Collected data entries

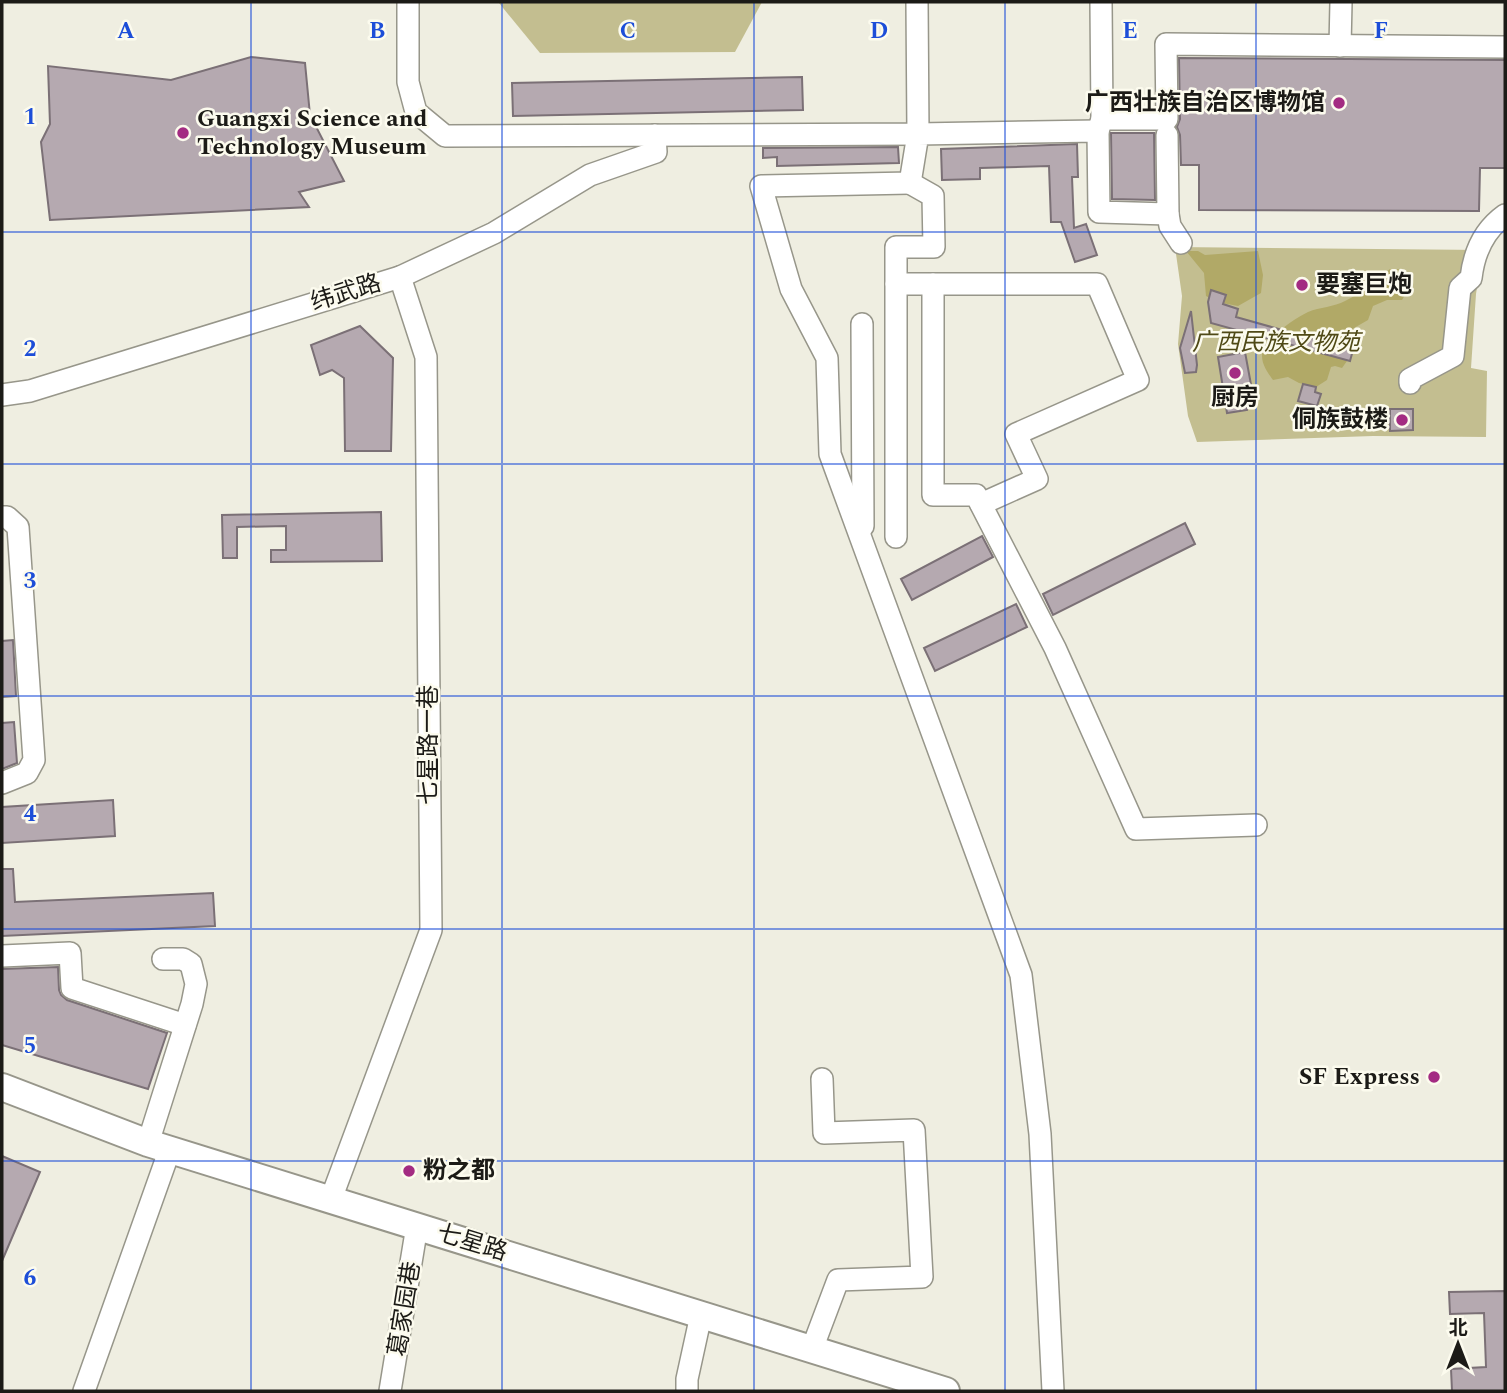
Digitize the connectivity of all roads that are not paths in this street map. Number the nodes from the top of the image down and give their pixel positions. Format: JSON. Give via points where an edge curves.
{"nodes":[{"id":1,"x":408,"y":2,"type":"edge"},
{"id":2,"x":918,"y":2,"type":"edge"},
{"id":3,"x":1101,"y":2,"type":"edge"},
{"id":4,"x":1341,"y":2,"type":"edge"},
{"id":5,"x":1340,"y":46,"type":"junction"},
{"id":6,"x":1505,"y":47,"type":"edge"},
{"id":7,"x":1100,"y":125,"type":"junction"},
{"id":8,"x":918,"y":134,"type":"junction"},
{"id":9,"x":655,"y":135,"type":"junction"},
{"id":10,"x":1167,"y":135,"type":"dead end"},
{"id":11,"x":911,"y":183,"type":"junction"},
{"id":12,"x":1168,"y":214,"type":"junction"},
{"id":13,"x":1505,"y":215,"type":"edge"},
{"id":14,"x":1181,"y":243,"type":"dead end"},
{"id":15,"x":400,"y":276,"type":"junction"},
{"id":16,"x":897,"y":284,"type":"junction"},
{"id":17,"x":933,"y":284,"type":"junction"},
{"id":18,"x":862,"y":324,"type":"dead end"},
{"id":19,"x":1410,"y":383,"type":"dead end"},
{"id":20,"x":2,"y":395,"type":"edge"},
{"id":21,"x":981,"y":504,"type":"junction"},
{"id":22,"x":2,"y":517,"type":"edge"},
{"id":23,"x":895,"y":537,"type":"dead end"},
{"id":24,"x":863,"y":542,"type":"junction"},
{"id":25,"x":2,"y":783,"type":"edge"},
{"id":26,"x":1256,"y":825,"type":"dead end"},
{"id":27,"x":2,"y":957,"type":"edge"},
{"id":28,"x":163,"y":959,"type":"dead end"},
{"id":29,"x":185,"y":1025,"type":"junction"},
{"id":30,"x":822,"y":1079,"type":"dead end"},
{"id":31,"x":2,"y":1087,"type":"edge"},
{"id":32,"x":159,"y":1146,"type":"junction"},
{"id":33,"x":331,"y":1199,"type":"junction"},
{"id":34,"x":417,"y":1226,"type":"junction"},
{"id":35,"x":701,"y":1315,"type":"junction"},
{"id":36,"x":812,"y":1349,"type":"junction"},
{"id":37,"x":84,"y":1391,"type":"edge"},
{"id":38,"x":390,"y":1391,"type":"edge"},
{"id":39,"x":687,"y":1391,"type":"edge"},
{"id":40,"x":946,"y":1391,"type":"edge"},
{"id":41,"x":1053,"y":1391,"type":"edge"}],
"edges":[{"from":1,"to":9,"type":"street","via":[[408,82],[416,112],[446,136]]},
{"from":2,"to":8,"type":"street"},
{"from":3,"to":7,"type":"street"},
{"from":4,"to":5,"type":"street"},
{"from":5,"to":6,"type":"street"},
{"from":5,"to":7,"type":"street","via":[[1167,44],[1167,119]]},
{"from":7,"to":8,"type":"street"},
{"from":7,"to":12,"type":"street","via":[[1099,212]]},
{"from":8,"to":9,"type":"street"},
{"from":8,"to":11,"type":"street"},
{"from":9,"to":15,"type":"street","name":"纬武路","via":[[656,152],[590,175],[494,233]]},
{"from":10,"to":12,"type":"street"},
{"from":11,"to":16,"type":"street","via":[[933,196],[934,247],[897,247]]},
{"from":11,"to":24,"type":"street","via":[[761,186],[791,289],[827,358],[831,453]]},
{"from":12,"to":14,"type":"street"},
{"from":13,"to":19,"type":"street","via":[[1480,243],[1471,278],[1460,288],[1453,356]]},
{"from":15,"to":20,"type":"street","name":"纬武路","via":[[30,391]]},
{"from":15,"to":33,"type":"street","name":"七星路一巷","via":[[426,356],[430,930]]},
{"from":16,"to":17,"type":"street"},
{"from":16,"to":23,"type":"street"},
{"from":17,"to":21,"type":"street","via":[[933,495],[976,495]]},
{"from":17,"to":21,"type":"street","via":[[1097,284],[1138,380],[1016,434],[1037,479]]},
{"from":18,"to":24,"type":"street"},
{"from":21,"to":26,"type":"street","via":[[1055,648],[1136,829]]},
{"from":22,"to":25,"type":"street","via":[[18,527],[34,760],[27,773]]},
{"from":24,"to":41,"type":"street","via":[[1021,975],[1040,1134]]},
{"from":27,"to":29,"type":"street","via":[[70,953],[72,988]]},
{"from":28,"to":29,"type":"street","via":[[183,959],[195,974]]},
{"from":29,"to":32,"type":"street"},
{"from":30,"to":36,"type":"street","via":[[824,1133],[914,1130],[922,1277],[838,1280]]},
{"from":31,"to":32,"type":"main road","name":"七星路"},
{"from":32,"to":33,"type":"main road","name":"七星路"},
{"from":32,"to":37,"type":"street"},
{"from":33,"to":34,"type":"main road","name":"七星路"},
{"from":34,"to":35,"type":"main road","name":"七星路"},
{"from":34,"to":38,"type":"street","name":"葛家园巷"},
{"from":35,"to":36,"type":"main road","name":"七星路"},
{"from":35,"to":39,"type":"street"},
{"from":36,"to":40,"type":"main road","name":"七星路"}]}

> **EXERCISE AIM**
Copy every record above exactly, leaving out any pictures.

> **THE ANSWER**
Digitize the connectivity of all roads that are not paths in this street map. Number the nodes from the top of the image down and give their pixel positions. Format: JSON. Give via points where an edge curves.
{"nodes":[{"id":1,"x":408,"y":2,"type":"edge"},
{"id":2,"x":918,"y":2,"type":"edge"},
{"id":3,"x":1101,"y":2,"type":"edge"},
{"id":4,"x":1341,"y":2,"type":"edge"},
{"id":5,"x":1340,"y":46,"type":"junction"},
{"id":6,"x":1505,"y":47,"type":"edge"},
{"id":7,"x":1100,"y":125,"type":"junction"},
{"id":8,"x":918,"y":134,"type":"junction"},
{"id":9,"x":655,"y":135,"type":"junction"},
{"id":10,"x":1167,"y":135,"type":"dead end"},
{"id":11,"x":911,"y":183,"type":"junction"},
{"id":12,"x":1168,"y":214,"type":"junction"},
{"id":13,"x":1505,"y":215,"type":"edge"},
{"id":14,"x":1181,"y":243,"type":"dead end"},
{"id":15,"x":400,"y":276,"type":"junction"},
{"id":16,"x":897,"y":284,"type":"junction"},
{"id":17,"x":933,"y":284,"type":"junction"},
{"id":18,"x":862,"y":324,"type":"dead end"},
{"id":19,"x":1410,"y":383,"type":"dead end"},
{"id":20,"x":2,"y":395,"type":"edge"},
{"id":21,"x":981,"y":504,"type":"junction"},
{"id":22,"x":2,"y":517,"type":"edge"},
{"id":23,"x":895,"y":537,"type":"dead end"},
{"id":24,"x":863,"y":542,"type":"junction"},
{"id":25,"x":2,"y":783,"type":"edge"},
{"id":26,"x":1256,"y":825,"type":"dead end"},
{"id":27,"x":2,"y":957,"type":"edge"},
{"id":28,"x":163,"y":959,"type":"dead end"},
{"id":29,"x":185,"y":1025,"type":"junction"},
{"id":30,"x":822,"y":1079,"type":"dead end"},
{"id":31,"x":2,"y":1087,"type":"edge"},
{"id":32,"x":159,"y":1146,"type":"junction"},
{"id":33,"x":331,"y":1199,"type":"junction"},
{"id":34,"x":417,"y":1226,"type":"junction"},
{"id":35,"x":701,"y":1315,"type":"junction"},
{"id":36,"x":812,"y":1349,"type":"junction"},
{"id":37,"x":84,"y":1391,"type":"edge"},
{"id":38,"x":390,"y":1391,"type":"edge"},
{"id":39,"x":687,"y":1391,"type":"edge"},
{"id":40,"x":946,"y":1391,"type":"edge"},
{"id":41,"x":1053,"y":1391,"type":"edge"}],
"edges":[{"from":1,"to":9,"type":"street","via":[[408,82],[416,112],[446,136]]},
{"from":2,"to":8,"type":"street"},
{"from":3,"to":7,"type":"street"},
{"from":4,"to":5,"type":"street"},
{"from":5,"to":6,"type":"street"},
{"from":5,"to":7,"type":"street","via":[[1167,44],[1167,119]]},
{"from":7,"to":8,"type":"street"},
{"from":7,"to":12,"type":"street","via":[[1099,212]]},
{"from":8,"to":9,"type":"street"},
{"from":8,"to":11,"type":"street"},
{"from":9,"to":15,"type":"street","name":"纬武路","via":[[656,152],[590,175],[494,233]]},
{"from":10,"to":12,"type":"street"},
{"from":11,"to":16,"type":"street","via":[[933,196],[934,247],[897,247]]},
{"from":11,"to":24,"type":"street","via":[[761,186],[791,289],[827,358],[831,453]]},
{"from":12,"to":14,"type":"street"},
{"from":13,"to":19,"type":"street","via":[[1480,243],[1471,278],[1460,288],[1453,356]]},
{"from":15,"to":20,"type":"street","name":"纬武路","via":[[30,391]]},
{"from":15,"to":33,"type":"street","name":"七星路一巷","via":[[426,356],[430,930]]},
{"from":16,"to":17,"type":"street"},
{"from":16,"to":23,"type":"street"},
{"from":17,"to":21,"type":"street","via":[[933,495],[976,495]]},
{"from":17,"to":21,"type":"street","via":[[1097,284],[1138,380],[1016,434],[1037,479]]},
{"from":18,"to":24,"type":"street"},
{"from":21,"to":26,"type":"street","via":[[1055,648],[1136,829]]},
{"from":22,"to":25,"type":"street","via":[[18,527],[34,760],[27,773]]},
{"from":24,"to":41,"type":"street","via":[[1021,975],[1040,1134]]},
{"from":27,"to":29,"type":"street","via":[[70,953],[72,988]]},
{"from":28,"to":29,"type":"street","via":[[183,959],[195,974]]},
{"from":29,"to":32,"type":"street"},
{"from":30,"to":36,"type":"street","via":[[824,1133],[914,1130],[922,1277],[838,1280]]},
{"from":31,"to":32,"type":"main road","name":"七星路"},
{"from":32,"to":33,"type":"main road","name":"七星路"},
{"from":32,"to":37,"type":"street"},
{"from":33,"to":34,"type":"main road","name":"七星路"},
{"from":34,"to":35,"type":"main road","name":"七星路"},
{"from":34,"to":38,"type":"street","name":"葛家园巷"},
{"from":35,"to":36,"type":"main road","name":"七星路"},
{"from":35,"to":39,"type":"street"},
{"from":36,"to":40,"type":"main road","name":"七星路"}]}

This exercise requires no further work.